--- START ---

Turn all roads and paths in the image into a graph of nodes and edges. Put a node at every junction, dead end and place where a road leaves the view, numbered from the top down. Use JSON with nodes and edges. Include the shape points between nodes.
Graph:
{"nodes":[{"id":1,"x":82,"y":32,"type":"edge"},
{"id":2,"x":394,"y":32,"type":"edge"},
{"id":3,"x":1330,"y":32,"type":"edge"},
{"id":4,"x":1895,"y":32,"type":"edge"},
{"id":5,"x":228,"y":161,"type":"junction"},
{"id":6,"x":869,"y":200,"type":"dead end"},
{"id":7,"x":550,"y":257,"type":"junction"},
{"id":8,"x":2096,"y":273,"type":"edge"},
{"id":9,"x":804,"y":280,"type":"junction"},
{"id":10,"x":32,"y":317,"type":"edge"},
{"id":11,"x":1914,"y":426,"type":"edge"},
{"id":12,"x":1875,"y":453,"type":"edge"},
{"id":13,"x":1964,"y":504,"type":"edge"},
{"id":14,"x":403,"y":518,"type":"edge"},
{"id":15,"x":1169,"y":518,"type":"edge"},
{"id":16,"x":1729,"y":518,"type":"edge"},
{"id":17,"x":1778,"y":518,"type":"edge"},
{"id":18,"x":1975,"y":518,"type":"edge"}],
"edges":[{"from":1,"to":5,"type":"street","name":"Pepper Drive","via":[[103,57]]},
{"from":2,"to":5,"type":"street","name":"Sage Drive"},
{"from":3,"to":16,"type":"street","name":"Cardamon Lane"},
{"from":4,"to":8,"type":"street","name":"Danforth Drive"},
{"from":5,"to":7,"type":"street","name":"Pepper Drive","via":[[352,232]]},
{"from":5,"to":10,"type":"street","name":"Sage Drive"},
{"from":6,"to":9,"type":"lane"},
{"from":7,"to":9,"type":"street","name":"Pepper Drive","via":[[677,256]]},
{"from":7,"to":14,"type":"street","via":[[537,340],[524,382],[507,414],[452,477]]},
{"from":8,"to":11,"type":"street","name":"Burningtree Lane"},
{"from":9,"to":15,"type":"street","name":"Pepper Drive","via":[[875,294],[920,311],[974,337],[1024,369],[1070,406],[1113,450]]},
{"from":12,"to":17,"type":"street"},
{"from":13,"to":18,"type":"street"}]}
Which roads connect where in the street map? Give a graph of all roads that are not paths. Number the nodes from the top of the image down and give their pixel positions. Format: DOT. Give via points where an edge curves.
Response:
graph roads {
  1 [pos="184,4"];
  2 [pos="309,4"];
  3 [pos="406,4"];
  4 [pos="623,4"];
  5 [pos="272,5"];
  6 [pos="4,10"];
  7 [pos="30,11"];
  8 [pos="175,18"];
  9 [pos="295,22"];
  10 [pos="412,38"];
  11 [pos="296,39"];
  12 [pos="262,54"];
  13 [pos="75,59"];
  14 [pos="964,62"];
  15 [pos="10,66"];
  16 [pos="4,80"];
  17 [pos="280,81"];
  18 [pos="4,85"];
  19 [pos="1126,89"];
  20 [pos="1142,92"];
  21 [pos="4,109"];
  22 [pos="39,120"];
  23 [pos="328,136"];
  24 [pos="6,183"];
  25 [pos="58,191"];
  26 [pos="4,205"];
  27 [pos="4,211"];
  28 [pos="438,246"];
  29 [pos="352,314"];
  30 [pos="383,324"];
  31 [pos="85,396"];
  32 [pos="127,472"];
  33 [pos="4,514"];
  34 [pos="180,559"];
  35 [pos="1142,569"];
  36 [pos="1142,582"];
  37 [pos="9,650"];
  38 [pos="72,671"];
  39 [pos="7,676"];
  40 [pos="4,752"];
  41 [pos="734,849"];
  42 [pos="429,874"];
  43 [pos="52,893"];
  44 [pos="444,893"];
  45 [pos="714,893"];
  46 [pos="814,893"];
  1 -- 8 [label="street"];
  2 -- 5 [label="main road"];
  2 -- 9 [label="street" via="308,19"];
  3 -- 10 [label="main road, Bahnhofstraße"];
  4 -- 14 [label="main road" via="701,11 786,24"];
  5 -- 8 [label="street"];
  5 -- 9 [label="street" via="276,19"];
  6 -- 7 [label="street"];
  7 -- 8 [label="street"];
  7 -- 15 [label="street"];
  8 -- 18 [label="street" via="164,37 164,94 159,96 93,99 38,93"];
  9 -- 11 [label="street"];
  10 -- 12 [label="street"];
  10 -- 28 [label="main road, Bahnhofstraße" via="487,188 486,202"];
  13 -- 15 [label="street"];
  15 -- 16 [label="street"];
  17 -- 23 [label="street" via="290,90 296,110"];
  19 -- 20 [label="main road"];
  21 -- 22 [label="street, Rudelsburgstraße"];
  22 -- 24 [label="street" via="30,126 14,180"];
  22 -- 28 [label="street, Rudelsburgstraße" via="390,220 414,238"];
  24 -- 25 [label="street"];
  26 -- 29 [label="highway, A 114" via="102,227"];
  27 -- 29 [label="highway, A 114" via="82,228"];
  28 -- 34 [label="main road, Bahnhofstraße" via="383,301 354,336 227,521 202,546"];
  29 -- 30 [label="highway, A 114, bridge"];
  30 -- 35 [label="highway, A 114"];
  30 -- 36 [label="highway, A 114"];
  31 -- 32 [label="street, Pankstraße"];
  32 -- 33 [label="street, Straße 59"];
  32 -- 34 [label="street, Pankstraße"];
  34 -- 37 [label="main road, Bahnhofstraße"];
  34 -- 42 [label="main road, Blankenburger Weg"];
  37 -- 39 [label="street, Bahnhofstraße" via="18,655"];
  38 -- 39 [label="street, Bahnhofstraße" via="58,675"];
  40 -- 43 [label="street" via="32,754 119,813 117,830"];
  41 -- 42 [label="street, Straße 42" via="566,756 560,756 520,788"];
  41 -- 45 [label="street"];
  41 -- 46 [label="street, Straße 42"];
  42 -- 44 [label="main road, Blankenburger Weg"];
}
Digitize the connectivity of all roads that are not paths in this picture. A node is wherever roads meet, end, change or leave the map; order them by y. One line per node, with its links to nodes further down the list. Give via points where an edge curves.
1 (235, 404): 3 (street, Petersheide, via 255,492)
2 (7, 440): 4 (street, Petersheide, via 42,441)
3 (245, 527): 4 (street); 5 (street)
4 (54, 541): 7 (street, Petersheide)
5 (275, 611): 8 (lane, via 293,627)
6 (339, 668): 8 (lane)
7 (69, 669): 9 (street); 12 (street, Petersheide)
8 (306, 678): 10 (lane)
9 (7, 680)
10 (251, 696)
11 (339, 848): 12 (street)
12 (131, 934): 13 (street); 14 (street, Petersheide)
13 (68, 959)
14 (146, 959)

--- END ---

## Assignment
In the entries above, find each line that includes the string "name" and copy it.

## Solution to this problem
"edges":[{"from":1,"to":5,"type":"street","name":"Pepper Drive","via":[[103,57]]},
{"from":2,"to":5,"type":"street","name":"Sage Drive"},
{"from":3,"to":16,"type":"street","name":"Cardamon Lane"},
{"from":4,"to":8,"type":"street","name":"Danforth Drive"},
{"from":5,"to":7,"type":"street","name":"Pepper Drive","via":[[352,232]]},
{"from":5,"to":10,"type":"street","name":"Sage Drive"},
{"from":7,"to":9,"type":"street","name":"Pepper Drive","via":[[677,256]]},
{"from":8,"to":11,"type":"street","name":"Burningtree Lane"},
{"from":9,"to":15,"type":"street","name":"Pepper Drive","via":[[875,294],[920,311],[974,337],[1024,369],[1070,406],[1113,450]]},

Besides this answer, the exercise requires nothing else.